### WORK REQUEST
Look through the data below and show every line that includes "graph".

[Source records]
╔══

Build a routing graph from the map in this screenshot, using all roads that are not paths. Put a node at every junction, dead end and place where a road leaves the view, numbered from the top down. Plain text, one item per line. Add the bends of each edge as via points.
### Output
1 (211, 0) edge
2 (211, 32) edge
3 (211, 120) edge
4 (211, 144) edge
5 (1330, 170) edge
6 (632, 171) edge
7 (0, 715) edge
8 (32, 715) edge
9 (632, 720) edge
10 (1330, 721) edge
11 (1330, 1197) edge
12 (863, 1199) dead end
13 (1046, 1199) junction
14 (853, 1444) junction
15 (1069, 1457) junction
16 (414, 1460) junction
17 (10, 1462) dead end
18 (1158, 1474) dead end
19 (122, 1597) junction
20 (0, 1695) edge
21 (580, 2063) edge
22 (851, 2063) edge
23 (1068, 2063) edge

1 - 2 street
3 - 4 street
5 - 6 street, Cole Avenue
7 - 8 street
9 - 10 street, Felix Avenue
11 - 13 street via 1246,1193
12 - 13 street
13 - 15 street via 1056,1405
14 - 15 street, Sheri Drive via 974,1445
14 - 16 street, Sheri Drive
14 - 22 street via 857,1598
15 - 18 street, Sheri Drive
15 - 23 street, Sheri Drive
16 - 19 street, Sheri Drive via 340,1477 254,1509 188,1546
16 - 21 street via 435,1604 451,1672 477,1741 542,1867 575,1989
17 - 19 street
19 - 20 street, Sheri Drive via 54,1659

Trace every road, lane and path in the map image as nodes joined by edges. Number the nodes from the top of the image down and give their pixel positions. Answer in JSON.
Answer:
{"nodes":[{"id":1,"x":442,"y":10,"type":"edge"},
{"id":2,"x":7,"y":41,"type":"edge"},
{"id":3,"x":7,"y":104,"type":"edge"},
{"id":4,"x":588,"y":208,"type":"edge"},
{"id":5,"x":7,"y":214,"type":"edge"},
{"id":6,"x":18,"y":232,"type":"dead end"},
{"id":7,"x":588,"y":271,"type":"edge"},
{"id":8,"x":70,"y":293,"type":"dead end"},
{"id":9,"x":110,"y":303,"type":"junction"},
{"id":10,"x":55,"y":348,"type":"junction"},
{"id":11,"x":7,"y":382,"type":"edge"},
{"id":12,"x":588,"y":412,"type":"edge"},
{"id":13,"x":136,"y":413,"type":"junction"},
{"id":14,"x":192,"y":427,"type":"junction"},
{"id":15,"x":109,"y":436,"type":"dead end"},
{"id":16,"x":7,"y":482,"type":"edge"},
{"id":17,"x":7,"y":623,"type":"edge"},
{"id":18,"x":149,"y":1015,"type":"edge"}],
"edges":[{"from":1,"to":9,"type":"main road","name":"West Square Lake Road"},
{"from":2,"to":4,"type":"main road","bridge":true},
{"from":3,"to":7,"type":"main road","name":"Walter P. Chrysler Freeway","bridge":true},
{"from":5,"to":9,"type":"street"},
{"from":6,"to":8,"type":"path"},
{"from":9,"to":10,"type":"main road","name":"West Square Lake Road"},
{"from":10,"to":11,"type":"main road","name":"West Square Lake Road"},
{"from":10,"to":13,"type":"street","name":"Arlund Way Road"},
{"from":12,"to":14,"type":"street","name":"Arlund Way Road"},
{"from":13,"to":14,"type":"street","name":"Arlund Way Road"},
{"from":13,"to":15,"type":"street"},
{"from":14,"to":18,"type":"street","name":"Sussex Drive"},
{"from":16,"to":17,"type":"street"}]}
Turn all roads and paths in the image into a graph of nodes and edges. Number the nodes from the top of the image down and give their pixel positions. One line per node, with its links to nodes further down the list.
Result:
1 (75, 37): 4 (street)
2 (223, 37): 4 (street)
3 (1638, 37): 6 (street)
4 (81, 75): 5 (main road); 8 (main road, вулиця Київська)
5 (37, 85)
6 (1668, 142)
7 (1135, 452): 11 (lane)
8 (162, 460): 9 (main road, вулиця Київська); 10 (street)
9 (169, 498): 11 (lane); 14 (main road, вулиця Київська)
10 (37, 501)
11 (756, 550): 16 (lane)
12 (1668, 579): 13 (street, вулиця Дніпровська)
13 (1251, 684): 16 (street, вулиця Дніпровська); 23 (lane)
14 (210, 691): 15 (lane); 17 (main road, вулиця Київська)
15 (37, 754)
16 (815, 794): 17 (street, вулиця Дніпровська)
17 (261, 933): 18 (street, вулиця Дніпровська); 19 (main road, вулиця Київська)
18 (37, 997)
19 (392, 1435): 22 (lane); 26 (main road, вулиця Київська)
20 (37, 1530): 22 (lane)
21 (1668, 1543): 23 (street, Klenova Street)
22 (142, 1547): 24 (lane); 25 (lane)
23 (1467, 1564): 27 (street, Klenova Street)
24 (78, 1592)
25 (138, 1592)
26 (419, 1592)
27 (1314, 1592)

╚══

### SOLUTION TO THIS PROBLEM
Build a routing graph from the map in this screenshot, using all roads that are not paths. Put a node at every junction, dead end and place where a road leaves the view, numbered from the top down. Plain text, one item per line. Add the bends of each edge as via points.
Turn all roads and paths in the image into a graph of nodes and edges. Number the nodes from the top of the image down and give their pixel positions. One line per node, with its links to nodes further down the list.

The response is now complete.